Source material |
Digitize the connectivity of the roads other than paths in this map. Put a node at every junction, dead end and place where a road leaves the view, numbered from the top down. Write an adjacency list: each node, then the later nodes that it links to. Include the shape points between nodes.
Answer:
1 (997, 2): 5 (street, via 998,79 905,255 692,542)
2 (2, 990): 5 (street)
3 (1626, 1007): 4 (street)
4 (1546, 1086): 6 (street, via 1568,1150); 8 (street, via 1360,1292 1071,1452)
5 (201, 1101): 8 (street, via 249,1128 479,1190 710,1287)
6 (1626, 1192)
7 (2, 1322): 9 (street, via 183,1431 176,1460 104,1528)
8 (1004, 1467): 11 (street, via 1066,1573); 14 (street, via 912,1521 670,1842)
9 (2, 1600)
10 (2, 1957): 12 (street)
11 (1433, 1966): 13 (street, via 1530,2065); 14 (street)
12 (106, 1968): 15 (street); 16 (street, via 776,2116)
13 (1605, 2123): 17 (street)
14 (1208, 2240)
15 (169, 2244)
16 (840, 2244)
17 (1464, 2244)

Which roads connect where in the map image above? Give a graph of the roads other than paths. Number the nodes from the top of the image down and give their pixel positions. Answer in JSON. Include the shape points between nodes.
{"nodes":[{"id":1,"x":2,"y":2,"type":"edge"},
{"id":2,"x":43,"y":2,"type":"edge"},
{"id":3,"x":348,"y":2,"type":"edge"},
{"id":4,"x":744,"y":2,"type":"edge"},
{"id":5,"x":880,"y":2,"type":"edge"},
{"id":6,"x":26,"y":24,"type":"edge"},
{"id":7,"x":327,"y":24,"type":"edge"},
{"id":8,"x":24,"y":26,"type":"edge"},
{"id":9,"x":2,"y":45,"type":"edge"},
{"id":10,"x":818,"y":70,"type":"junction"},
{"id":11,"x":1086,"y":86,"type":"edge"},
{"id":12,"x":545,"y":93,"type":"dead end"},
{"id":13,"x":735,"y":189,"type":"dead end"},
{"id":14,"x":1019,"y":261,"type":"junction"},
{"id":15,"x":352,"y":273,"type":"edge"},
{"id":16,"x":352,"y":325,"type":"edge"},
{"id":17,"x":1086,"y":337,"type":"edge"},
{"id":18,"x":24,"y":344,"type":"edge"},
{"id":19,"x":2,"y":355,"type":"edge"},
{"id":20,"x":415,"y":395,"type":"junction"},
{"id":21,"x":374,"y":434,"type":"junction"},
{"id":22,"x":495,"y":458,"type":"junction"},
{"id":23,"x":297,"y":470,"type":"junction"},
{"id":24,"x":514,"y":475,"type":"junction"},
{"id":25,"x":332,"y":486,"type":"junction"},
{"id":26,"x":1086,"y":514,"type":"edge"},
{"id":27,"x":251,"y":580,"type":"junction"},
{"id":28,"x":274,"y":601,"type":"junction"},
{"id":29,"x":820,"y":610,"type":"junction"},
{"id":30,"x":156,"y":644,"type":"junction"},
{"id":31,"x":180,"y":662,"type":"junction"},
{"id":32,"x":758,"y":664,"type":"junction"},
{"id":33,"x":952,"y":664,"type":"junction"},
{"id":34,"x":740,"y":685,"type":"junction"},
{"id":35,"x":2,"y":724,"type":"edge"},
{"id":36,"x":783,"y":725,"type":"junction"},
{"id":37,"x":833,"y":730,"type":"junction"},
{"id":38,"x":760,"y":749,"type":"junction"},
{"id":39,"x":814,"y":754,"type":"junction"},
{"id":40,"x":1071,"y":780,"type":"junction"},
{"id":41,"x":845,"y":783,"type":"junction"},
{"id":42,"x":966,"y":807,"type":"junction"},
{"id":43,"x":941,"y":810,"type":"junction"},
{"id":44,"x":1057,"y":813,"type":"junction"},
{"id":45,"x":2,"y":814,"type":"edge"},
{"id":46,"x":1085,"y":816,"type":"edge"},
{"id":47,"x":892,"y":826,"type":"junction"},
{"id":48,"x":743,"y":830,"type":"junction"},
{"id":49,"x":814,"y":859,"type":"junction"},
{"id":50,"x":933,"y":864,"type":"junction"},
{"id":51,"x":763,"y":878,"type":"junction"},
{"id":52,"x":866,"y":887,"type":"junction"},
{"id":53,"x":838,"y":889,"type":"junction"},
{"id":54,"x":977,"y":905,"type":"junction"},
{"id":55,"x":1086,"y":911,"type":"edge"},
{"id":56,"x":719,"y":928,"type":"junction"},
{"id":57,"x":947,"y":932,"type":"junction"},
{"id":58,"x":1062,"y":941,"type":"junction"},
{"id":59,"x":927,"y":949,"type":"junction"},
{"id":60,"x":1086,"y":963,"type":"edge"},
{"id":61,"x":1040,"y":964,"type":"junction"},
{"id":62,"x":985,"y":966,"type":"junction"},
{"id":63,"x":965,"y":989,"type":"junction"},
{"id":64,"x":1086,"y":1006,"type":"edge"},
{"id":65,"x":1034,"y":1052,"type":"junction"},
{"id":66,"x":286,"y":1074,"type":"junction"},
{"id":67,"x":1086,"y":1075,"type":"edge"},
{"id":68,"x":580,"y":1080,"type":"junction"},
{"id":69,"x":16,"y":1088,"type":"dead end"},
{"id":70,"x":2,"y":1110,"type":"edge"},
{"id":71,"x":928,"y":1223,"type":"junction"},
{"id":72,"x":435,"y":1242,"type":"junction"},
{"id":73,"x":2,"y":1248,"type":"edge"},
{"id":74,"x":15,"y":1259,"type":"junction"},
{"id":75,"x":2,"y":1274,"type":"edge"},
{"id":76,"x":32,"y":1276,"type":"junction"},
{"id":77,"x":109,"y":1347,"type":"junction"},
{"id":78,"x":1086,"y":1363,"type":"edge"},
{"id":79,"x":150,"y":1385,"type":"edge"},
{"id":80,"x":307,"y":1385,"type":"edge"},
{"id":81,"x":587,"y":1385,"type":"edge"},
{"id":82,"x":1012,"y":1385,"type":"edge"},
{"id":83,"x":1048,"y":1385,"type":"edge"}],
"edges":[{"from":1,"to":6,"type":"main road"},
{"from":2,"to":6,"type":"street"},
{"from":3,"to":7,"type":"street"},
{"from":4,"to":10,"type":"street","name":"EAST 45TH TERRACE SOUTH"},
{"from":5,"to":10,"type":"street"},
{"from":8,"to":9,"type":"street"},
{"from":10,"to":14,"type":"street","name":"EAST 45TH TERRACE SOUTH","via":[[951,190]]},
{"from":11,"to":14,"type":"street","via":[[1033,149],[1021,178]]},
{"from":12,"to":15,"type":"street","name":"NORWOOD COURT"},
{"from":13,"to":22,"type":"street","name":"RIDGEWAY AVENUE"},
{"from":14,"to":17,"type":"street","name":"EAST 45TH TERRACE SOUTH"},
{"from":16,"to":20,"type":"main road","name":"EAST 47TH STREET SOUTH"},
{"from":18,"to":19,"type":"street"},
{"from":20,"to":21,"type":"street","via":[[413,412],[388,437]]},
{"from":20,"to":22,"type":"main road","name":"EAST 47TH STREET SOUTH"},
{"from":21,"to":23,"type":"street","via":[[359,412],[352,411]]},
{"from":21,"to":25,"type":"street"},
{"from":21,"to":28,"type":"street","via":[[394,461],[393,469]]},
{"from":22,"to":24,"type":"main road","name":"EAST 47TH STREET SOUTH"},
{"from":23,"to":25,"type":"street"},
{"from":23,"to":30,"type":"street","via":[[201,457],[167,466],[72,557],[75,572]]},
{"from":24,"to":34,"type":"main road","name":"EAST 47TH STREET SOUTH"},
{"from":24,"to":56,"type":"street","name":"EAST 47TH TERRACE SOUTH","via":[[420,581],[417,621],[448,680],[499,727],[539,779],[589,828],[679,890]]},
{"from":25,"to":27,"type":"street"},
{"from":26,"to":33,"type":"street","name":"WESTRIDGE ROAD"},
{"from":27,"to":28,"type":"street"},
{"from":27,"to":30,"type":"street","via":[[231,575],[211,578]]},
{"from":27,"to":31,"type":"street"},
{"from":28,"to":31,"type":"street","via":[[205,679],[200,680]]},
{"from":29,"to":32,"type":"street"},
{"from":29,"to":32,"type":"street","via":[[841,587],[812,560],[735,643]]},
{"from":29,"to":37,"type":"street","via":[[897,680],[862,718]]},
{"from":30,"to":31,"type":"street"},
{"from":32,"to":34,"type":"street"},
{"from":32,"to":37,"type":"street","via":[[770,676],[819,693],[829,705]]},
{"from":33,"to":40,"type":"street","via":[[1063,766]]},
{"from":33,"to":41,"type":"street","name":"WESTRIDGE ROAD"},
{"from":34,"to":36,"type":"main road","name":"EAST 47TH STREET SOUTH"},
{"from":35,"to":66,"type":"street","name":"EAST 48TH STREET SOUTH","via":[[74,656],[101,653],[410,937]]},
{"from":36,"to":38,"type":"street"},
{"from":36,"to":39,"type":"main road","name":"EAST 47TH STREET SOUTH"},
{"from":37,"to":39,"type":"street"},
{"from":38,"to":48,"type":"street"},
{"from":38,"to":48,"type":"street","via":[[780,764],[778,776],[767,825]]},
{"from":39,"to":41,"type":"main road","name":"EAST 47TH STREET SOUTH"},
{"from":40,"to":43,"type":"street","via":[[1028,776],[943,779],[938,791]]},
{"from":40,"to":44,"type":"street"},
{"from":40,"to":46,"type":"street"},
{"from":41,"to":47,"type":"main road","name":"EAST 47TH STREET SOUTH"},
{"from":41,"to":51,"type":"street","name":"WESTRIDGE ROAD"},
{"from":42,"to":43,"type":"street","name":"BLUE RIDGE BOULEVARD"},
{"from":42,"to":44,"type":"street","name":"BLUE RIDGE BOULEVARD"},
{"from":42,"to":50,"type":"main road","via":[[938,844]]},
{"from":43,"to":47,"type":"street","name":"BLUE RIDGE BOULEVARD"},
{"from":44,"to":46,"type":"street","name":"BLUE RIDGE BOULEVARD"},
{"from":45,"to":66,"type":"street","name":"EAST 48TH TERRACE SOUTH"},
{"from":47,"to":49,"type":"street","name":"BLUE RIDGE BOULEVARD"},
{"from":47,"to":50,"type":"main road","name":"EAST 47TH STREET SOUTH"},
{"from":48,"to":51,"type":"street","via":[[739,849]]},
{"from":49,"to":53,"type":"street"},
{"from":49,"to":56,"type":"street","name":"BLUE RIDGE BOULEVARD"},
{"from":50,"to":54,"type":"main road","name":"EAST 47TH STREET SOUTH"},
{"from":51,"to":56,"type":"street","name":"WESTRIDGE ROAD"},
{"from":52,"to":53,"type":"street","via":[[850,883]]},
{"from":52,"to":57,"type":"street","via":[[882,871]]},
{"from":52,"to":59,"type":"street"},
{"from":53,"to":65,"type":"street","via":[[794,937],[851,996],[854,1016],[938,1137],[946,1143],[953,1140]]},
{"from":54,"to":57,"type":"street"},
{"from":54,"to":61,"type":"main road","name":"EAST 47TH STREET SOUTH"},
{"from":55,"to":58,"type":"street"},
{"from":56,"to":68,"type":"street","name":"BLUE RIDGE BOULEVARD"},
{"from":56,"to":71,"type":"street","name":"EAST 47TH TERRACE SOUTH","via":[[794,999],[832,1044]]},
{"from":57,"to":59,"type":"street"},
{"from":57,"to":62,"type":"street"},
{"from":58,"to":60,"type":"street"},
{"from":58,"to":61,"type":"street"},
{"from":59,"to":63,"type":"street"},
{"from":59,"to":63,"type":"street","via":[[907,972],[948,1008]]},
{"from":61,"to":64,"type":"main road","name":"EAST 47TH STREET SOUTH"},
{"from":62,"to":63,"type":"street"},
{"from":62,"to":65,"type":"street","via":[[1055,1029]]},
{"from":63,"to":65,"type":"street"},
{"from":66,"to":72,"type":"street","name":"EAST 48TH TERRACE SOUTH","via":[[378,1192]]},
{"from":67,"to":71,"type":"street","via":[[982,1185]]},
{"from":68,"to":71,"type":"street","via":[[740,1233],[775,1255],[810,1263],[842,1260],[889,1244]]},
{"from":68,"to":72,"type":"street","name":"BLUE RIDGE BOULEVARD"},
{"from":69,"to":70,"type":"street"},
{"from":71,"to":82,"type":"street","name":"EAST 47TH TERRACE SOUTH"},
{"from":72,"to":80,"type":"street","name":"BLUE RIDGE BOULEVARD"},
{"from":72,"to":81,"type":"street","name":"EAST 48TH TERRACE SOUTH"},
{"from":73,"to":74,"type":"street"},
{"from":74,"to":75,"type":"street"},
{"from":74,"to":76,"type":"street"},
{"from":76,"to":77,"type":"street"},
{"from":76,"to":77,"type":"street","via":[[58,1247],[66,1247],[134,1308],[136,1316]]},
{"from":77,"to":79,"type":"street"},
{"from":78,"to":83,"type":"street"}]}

What to do | Filter the records above, keeping each line that contains the word "roads".

Answer space |
Digitize the connectivity of the roads other than paths in this map. Put a node at every junction, dead end and place where a road leaves the view, numbered from the top down. Write an adjacency list: each node, then the later nodes that it links to. Include the shape points between nodes.
Which roads connect where in the map image above? Give a graph of the roads other than paths. Number the nodes from the top of the image down and give their pixel positions. Answer in JSON. Include the shape points between nodes.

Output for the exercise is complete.